This is an album that will please old fans and delight newcomers to the sound of Empirical.

Whirlwind Recordings WR4820

Nathaniel Facey (alto saxophone); Tom Farmer (double bass); Shaney Forbes (drums); Lewis Wright (vibraphone); special guests Jason Rebello (piano); Alex Hitchcock (tenor saxophone)

Recorded RAK Studios, London 21-22 December 2022

This quartet was founded in 2007, although the current line-up was formed the following year. Since then, the band has racked up an impressive collection of awards (including Best Ensemble at the Parliamentary Jazz Awards twice).

It’s also renowned for putting on pop-up jazz events in places such as Old Street tube station in central London, and shopping centres.

This latest album sees the band’s line-up augmented by a couple of musicians: keyboardist Jason Rebello, whose cv includes Wayne Shorter, Jeff Beck and Sting, and the rising star of British jazz, tenor saxophonist Alex Hitchcock.

In the case of these two additional players, the sum is greater than the parts and they bring much to the table in terms of tones, colour, harmony and solo performance.  Jason Rebello appears on six of the seven tunes, and Alex Hitchcock on three. Bassist Tom Farmer composed five tunes, with Facey and Wright writing one apiece.

The two saxophonists complement each other well on the trio of tunes featuring both of them, including the opener ‘The Naitoku’, with its atmospheric rubato opening consisting of dark piano chords, gentle vibraphone, splashing cymbals and tumbling percussion. Facey and Hitchcock harmonise, double-up and call and respond with finesse. The ballad ‘True Cost’ has a sparse, fragile sound and good interplay between the two saxophones.

In the final minute, Forbes kicks in with a pounding drum beat and the saxes double up on the closing theme. Hitchcock’s final appearance on the uptempo and punningly titled ‘Ursa, The Minor Major Bear’ (the only track not featuring Rebello) is a triumph as the two woodwind players deliver powerful and fluent solos – the seamless handover from Facey to Hitchcock at 2:43 is superb.

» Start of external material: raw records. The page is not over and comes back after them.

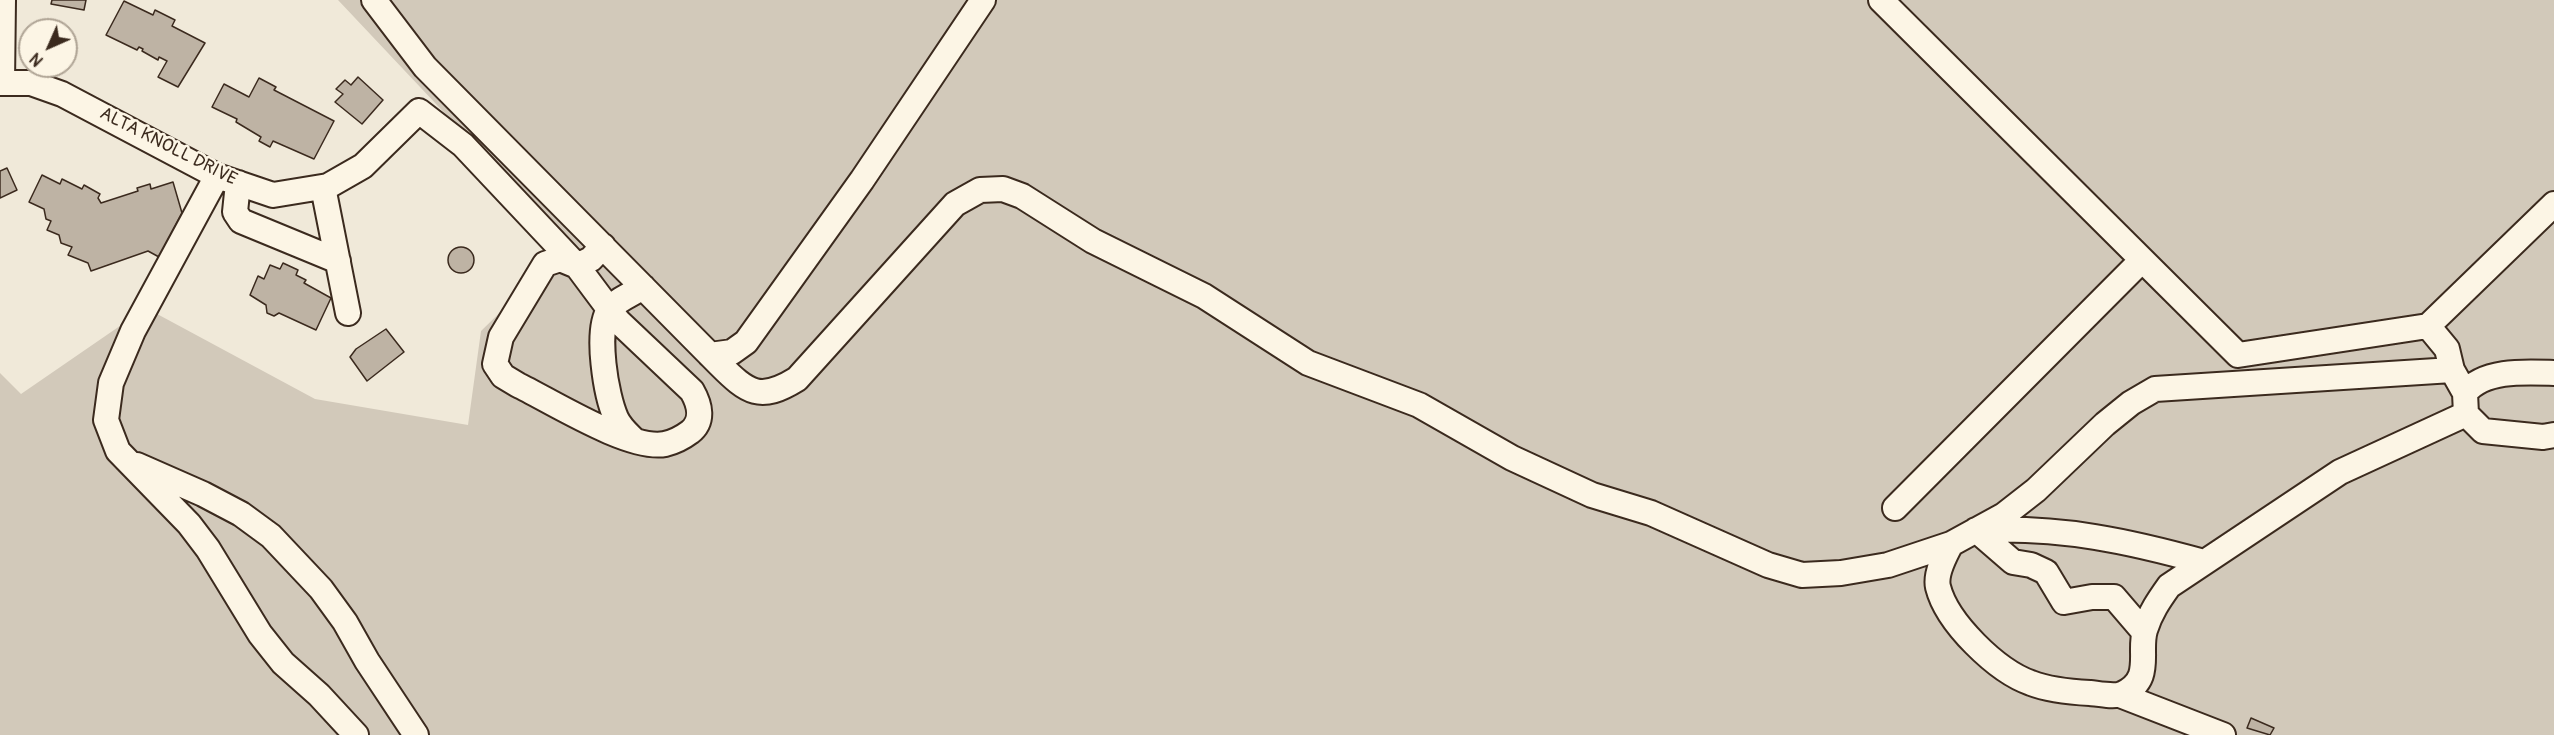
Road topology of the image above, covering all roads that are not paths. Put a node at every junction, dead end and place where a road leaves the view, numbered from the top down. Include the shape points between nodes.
1 (3, 0) edge
2 (374, 0) edge
3 (983, 0) edge
4 (1881, 0) edge
5 (1, 83) edge
6 (228, 179) junction
7 (323, 187) junction
8 (2554, 204) edge
9 (603, 246) junction
10 (2142, 260) junction
11 (338, 261) junction
12 (576, 266) junction
13 (643, 287) junction
14 (609, 309) junction
15 (348, 313) dead end
16 (2428, 326) junction
17 (710, 355) junction
18 (2452, 370) junction
19 (2554, 373) edge
20 (2466, 404) junction
21 (2554, 435) edge
22 (633, 440) junction
23 (123, 455) junction
24 (1896, 508) dead end
25 (1976, 530) junction
26 (1951, 544) junction
27 (2204, 562) junction
28 (2144, 632) junction
29 (2120, 695) junction
30 (356, 735) edge
31 (416, 735) edge
32 (2223, 735) edge

1 - 5 street
2 - 9 street via 425,67
3 - 17 street via 862,180 746,342 732,352
4 - 10 street
5 - 6 street, ALTA KNOLL DRIVE via 31,82 62,94
6 - 7 street, ALTA KNOLL DRIVE via 273,195
6 - 11 street via 235,212 241,221
6 - 23 street via 134,331 111,383 106,420
7 - 11 street
7 - 12 street, ALTA KNOLL DRIVE via 363,166 419,111 463,146
8 - 16 street
9 - 12 street
9 - 13 street
10 - 16 street via 2238,355
10 - 24 street
11 - 15 street
12 - 14 street
12 - 22 street via 560,259 544,264 501,337 495,364 503,376 518,385
13 - 14 street
13 - 17 street
14 - 22 street via 603,322 610,397 616,418
14 - 22 street via 692,391 700,405 700,416 693,429 681,438 664,444
16 - 18 street via 2447,350
17 - 26 street via 740,386 763,394 778,391 797,379 955,204 980,190 1004,189 1204,296 1308,363 1419,405 1512,458 1592,495 1651,513 1768,565 1802,575 1841,573 1888,565
18 - 20 street
18 - 25 street via 2155,389 2105,424 2036,490 2004,515
19 - 20 street via 2502,375 2476,382
20 - 21 street via 2483,431
20 - 27 street via 2340,472
23 - 30 street via 189,524 283,663
23 - 31 street via 241,514 271,536 345,622
25 - 26 street
25 - 27 street via 2070,531
25 - 28 street via 2013,562 2046,572 2064,602 2114,597
26 - 29 street via 1938,585 1954,621 1999,665 2031,683 2076,693
27 - 28 street via 2169,586 2153,608
28 - 29 street via 2145,667 2134,685
29 - 32 street

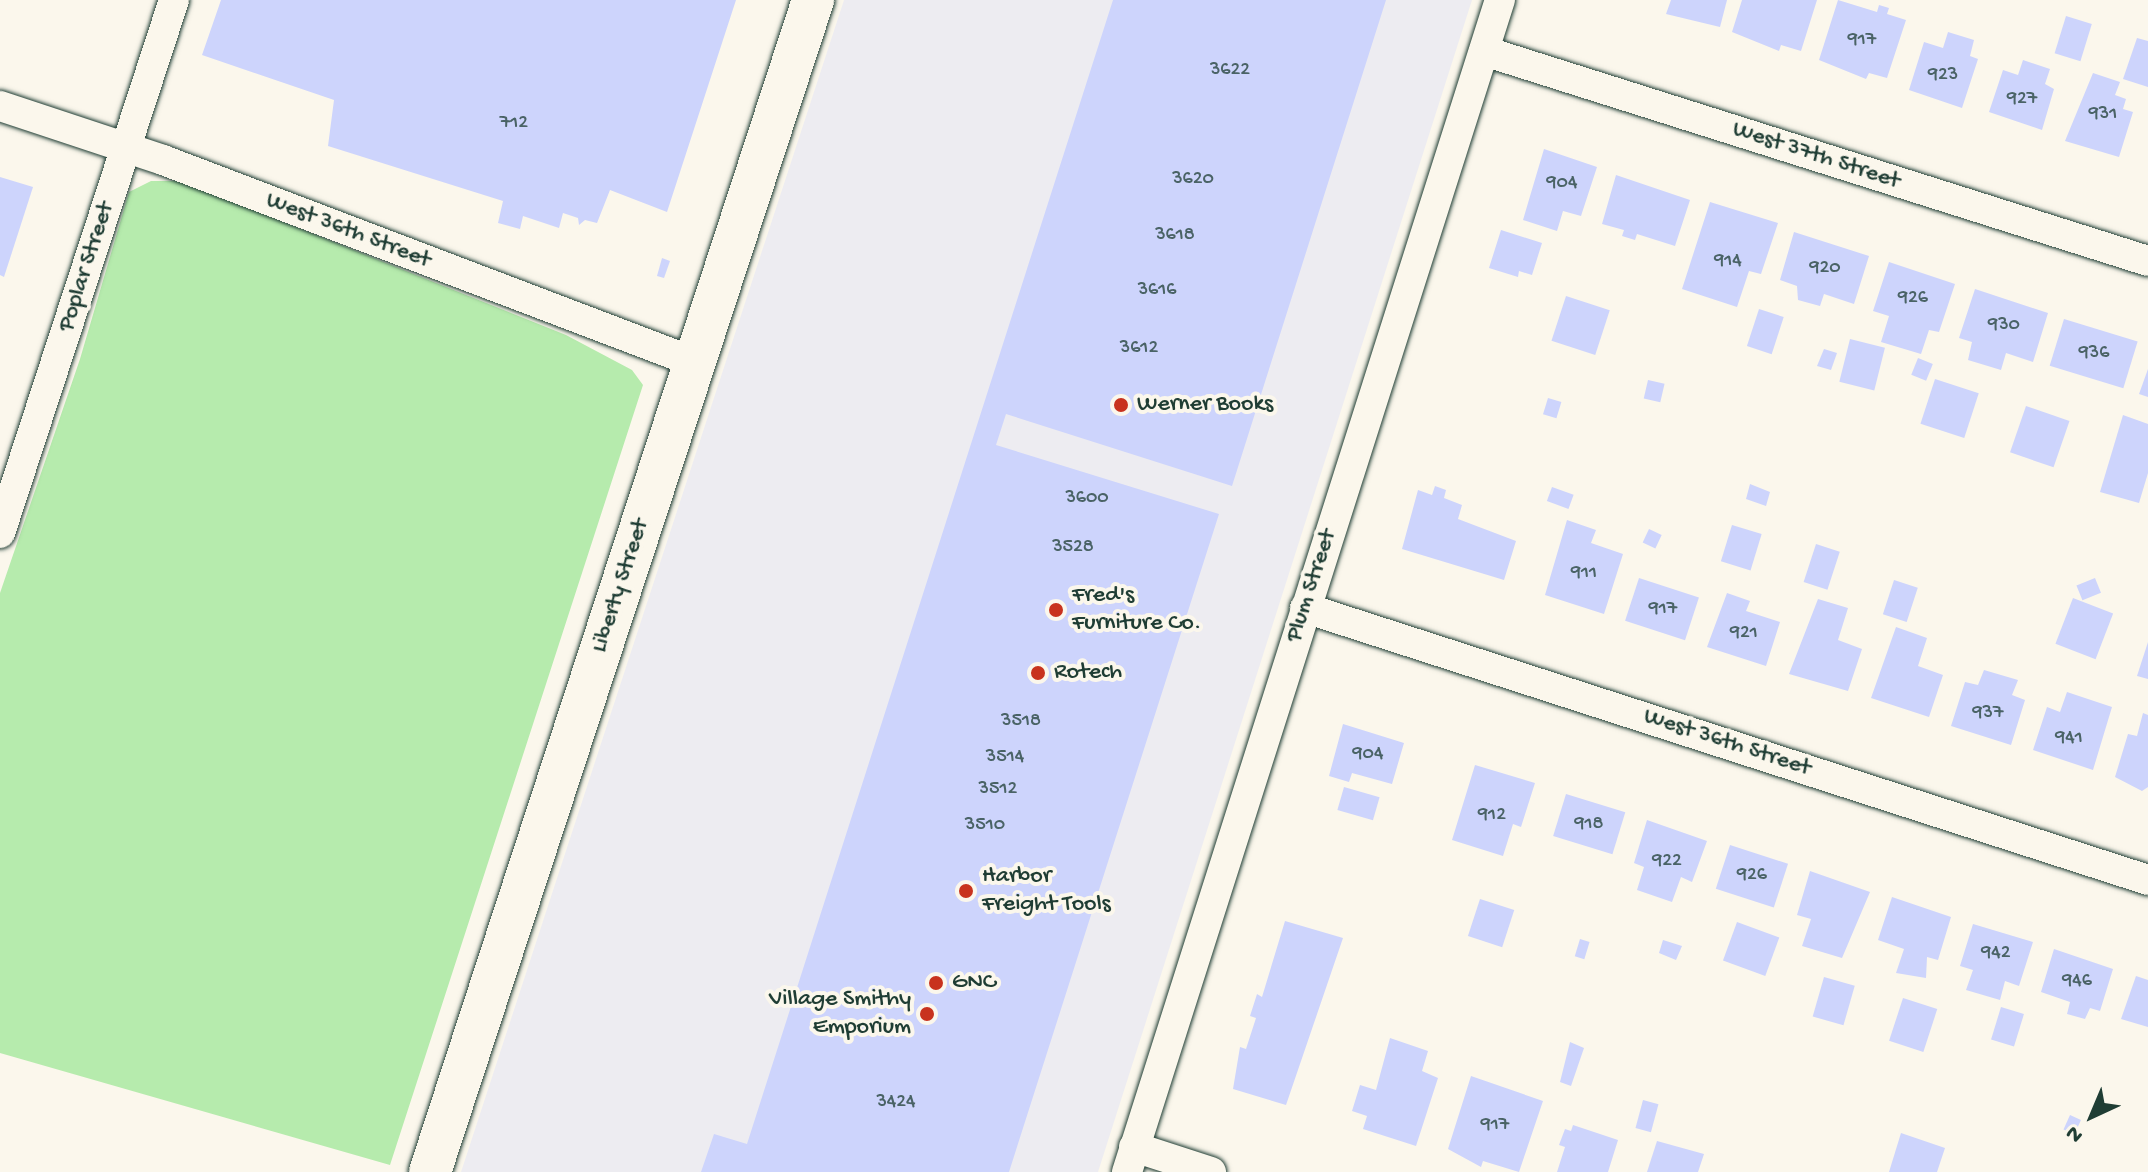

On the pretty tune ‘She Moves’ (a ballad with a waltz-like feel), Wright enters with a doorbell intro on vibraphone and Facey plays sweet, tender lines on alto. Rebello and Wright also have solo spots. Saha World’ is a lovely ballad duet between piano and vibraphone with a classical feel. By contrast, the dramatic ‘As The Eagle’ is awash with crashing cymbals and pounding piano chords, and topped with a formidable solo from Facey (at one point, you can hear his sharp intake of breath).

The album ends on an uplifting note with the aptly-named title track. The band coalesce around the tune’s joyous theme, and the coda includes arco bass, shimmering piano chords and tinkling vibraphone to create a stunning soundscape. This is an album that will please old fans and delight newcomers to the sound of Empirical.